Reproductive System Disorders Q 47

Nurse Pete is reviewing the report of a client’s routine urinalysis. Which value should the nurse consider abnormal?
    A. Specific gravity of 1.03
    B. Urine pH of 3.0
    C. Absence of protein
    D. Absence of glucose

Correct Answer: B. Urine pH of 3.0

Normal urine pH is 4.5 to 8; therefore, a urine pH of 3.0 is abnormal. Urine-specific gravity normally ranges from 1.002 to 1.035, making this client’s value normal. Normally, urine contains no protein, glucose, ketones, bilirubin, bacteria, casts, or crystals. Red blood cells should measure 0 to 3 per high-power field; white blood cells, 0 to 4 per high-power field. Urine should be clear, its color ranging from pale yellow to deep amber.

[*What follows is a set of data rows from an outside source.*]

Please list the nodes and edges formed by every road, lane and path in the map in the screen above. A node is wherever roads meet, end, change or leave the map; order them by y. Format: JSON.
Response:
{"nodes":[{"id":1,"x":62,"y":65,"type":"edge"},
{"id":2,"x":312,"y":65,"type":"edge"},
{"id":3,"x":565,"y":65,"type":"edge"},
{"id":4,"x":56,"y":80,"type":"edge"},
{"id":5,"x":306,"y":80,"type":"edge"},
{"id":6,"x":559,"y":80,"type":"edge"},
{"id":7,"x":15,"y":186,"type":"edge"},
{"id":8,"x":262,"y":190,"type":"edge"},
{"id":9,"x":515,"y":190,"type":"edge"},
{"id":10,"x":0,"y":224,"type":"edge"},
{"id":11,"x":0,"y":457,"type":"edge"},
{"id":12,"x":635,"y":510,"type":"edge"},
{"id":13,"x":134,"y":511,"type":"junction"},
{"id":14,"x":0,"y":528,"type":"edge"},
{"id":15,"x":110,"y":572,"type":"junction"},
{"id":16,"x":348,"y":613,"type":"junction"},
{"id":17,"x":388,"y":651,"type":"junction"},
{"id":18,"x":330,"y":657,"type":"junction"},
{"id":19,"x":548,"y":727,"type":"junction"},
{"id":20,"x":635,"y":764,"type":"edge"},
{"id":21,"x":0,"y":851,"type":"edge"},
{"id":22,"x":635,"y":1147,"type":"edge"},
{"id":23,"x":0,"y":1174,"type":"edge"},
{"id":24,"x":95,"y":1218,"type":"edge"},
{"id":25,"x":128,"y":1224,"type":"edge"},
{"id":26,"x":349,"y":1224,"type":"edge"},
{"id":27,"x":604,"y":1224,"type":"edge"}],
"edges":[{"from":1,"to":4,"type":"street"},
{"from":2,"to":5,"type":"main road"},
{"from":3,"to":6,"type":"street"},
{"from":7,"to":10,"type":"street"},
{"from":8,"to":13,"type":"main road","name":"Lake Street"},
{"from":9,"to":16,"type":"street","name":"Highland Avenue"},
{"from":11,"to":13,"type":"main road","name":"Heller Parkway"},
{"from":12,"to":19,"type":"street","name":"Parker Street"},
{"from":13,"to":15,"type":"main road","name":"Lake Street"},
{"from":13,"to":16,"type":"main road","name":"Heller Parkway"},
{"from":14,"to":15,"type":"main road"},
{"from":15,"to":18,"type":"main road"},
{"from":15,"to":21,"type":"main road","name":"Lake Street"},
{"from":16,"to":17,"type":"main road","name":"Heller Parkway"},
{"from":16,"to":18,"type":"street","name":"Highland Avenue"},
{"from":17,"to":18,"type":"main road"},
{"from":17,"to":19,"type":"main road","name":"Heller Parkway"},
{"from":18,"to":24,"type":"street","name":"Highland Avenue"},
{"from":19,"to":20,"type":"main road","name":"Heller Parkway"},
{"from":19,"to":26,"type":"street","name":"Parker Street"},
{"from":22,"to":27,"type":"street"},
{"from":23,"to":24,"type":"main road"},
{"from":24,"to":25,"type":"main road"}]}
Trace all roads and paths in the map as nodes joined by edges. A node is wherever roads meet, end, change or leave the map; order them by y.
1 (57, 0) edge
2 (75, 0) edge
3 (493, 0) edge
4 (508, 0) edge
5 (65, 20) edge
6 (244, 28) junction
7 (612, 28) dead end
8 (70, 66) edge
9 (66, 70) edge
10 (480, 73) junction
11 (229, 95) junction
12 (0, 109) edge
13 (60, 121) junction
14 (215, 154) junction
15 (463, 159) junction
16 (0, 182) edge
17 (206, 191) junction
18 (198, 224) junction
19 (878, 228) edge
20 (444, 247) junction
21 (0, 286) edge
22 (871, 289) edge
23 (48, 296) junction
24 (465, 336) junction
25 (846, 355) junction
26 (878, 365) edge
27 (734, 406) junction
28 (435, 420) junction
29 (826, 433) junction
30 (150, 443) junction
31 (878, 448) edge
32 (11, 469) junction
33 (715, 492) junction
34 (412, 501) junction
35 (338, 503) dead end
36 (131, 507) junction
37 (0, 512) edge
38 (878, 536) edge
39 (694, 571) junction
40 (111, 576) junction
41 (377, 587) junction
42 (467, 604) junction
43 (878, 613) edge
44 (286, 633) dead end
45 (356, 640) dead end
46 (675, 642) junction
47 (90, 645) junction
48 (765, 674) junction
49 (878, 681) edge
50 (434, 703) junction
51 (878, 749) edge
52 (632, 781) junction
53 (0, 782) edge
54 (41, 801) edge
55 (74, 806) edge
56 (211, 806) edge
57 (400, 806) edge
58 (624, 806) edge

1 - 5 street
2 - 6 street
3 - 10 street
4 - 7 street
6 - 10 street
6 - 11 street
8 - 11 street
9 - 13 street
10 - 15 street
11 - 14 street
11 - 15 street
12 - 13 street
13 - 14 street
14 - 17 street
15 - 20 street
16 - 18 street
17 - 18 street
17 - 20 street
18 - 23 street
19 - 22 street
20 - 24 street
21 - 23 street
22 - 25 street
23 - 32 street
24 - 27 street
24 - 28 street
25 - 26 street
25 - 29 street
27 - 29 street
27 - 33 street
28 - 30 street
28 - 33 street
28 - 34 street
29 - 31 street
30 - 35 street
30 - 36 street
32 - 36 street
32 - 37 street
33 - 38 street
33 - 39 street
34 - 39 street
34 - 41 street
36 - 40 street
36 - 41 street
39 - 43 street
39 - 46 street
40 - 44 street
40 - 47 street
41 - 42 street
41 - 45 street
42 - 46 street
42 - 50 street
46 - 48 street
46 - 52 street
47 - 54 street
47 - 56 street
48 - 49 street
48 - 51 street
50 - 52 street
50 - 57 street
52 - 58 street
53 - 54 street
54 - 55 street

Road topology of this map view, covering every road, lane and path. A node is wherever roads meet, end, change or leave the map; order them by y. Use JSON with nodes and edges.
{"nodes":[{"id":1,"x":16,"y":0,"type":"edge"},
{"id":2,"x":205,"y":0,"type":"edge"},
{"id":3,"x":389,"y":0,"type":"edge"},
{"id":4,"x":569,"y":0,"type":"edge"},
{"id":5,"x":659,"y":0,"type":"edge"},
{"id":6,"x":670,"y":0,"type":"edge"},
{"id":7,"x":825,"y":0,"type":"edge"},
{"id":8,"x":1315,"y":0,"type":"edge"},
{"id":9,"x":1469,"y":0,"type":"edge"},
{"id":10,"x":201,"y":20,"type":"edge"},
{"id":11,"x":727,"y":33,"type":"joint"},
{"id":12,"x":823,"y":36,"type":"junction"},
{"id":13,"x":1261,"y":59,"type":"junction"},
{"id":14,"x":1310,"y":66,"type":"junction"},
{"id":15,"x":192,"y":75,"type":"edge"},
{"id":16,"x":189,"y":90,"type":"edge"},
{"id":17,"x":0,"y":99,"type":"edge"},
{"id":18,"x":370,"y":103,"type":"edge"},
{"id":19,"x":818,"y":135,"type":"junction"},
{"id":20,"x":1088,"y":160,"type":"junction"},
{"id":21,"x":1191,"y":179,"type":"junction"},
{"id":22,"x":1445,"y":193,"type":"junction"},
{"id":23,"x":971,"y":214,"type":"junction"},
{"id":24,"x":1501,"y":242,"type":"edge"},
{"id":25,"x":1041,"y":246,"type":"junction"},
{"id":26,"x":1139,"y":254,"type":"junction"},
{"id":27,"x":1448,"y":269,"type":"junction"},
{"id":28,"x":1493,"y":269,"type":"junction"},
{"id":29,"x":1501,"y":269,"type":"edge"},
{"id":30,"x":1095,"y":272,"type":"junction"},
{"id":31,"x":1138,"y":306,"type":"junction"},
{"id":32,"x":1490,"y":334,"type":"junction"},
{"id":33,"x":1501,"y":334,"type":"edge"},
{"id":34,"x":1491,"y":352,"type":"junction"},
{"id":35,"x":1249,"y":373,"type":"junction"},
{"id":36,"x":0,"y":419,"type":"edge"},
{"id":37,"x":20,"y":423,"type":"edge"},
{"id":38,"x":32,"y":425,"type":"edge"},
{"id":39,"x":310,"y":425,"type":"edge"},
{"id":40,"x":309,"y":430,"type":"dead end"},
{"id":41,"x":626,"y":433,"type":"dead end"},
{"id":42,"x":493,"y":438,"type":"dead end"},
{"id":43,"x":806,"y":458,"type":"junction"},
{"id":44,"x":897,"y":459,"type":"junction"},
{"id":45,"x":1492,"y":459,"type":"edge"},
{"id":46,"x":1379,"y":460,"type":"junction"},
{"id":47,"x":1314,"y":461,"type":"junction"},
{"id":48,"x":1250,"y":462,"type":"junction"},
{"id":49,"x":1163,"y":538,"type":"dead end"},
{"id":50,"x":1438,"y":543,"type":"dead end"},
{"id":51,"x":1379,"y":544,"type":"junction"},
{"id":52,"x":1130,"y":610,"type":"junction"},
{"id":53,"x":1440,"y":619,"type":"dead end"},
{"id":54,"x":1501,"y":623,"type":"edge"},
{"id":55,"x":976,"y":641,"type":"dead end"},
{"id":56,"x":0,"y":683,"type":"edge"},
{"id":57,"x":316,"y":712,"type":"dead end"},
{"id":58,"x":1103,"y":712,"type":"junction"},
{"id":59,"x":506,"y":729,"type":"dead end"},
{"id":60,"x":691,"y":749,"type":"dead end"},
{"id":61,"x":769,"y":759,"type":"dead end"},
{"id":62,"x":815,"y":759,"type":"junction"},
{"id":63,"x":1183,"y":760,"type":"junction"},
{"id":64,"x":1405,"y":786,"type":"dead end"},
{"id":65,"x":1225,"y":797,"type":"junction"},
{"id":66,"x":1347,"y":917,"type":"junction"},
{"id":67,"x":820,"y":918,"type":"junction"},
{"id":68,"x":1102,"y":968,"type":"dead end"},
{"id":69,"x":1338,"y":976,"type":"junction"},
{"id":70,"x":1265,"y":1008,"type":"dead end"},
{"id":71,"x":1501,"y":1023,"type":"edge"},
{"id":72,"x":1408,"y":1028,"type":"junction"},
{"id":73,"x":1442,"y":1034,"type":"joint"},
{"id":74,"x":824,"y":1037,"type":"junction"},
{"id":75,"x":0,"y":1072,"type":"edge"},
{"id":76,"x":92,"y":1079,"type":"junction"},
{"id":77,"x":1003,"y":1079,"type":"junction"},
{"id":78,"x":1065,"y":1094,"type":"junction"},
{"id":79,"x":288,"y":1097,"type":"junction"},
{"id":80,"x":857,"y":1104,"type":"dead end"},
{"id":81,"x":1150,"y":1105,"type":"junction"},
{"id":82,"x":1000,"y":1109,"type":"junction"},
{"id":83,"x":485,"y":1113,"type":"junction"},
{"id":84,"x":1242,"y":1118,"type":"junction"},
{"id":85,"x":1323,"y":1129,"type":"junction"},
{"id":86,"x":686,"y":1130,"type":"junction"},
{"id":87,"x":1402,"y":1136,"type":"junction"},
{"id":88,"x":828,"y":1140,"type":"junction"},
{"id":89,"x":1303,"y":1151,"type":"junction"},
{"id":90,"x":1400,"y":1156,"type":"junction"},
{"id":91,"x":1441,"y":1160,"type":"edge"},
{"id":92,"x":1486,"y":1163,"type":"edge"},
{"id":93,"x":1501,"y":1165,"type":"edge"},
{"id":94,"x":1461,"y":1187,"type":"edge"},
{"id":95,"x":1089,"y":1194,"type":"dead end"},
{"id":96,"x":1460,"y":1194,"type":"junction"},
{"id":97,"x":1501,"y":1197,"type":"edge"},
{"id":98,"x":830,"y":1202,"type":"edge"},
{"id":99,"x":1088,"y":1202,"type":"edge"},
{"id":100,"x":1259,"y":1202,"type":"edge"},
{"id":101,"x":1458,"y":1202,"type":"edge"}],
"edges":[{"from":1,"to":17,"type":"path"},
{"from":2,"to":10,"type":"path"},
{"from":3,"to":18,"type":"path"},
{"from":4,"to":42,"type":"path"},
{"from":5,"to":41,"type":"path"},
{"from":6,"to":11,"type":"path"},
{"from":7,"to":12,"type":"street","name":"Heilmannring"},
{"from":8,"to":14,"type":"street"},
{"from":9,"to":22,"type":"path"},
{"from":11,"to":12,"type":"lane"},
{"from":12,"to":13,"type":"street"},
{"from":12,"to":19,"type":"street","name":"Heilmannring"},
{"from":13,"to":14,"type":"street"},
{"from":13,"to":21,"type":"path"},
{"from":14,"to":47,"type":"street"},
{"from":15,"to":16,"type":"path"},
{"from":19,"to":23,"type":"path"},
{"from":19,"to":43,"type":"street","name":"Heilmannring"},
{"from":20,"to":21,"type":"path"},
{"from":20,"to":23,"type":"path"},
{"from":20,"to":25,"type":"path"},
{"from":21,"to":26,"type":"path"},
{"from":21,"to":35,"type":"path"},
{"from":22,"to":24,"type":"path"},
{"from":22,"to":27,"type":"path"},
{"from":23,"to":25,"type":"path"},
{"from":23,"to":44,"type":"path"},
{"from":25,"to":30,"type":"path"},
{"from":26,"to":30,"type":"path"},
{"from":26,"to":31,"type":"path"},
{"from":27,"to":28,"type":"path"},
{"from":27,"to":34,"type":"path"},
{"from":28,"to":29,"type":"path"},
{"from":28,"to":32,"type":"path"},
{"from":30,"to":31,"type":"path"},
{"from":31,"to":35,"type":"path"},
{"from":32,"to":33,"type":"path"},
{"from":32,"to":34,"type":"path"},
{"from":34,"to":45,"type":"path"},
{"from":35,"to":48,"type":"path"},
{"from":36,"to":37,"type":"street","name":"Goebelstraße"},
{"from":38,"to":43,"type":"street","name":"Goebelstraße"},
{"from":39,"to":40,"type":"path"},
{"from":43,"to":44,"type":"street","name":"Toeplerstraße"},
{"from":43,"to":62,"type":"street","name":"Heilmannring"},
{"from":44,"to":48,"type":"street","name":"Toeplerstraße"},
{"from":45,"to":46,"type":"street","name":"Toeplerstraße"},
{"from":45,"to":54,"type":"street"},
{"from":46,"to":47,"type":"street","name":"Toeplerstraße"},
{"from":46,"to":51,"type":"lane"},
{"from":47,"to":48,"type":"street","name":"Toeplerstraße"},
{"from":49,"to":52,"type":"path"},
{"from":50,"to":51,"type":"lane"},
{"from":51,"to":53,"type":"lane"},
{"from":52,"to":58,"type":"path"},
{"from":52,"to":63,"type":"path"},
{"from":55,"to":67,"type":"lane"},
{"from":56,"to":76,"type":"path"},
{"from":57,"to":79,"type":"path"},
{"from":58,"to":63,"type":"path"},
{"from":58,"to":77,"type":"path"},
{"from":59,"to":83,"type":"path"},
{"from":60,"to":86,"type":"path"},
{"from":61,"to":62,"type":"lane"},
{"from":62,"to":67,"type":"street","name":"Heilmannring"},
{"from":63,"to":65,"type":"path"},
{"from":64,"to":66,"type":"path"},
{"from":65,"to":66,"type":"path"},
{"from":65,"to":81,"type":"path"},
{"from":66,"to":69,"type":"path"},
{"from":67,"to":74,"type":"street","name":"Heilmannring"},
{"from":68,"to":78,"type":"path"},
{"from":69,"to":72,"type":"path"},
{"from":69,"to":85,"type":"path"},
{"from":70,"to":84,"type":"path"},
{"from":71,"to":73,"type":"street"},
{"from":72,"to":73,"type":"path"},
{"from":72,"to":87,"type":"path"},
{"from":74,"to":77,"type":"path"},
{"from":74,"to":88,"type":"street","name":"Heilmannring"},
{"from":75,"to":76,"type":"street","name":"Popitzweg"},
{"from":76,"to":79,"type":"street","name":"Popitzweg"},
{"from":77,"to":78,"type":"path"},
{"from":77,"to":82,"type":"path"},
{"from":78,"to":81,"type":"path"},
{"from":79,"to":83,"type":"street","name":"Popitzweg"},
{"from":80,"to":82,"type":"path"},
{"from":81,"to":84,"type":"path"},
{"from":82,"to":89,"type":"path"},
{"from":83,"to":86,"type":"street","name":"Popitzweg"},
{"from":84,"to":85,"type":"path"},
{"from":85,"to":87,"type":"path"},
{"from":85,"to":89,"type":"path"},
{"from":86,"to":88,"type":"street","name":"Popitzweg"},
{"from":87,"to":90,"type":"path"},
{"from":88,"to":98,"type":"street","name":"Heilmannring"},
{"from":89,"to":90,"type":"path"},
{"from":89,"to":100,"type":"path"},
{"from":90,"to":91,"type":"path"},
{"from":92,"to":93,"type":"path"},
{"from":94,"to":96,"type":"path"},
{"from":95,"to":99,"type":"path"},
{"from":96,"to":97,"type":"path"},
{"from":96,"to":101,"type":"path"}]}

Option A: Normal USG is 1.002-1.035 (usually 1.016 to 1.022). The urinary specific gravity (USG) and osmolality are of special importance because they indicate the kidney’s capacity to dilute or concentrate urine. USG is defined as the ratio between the density of urine and the density of an equal volume of pure distilled water.
Option C: In normal conditions, the glomerular capillary wall is permeable to molecules of less than 20,000 Daltons. Most of the small fraction of filtered proteins are reabsorbed and metabolized by the proximal tubule cells. Thus, proteins are normally present in urine in trace amounts.
Option D: Glycosuria occurs when the filtered load of glucose exceeds the tubular cells’ ability to reabsorb it, which normally happens at a glucose serum concentration of around 180 mg per dL. Furthermore, nitrites are not normally found in urine, and it is highly specific for urinary tract infection. However, due to its low sensitivity, a negative result does not rule out infection.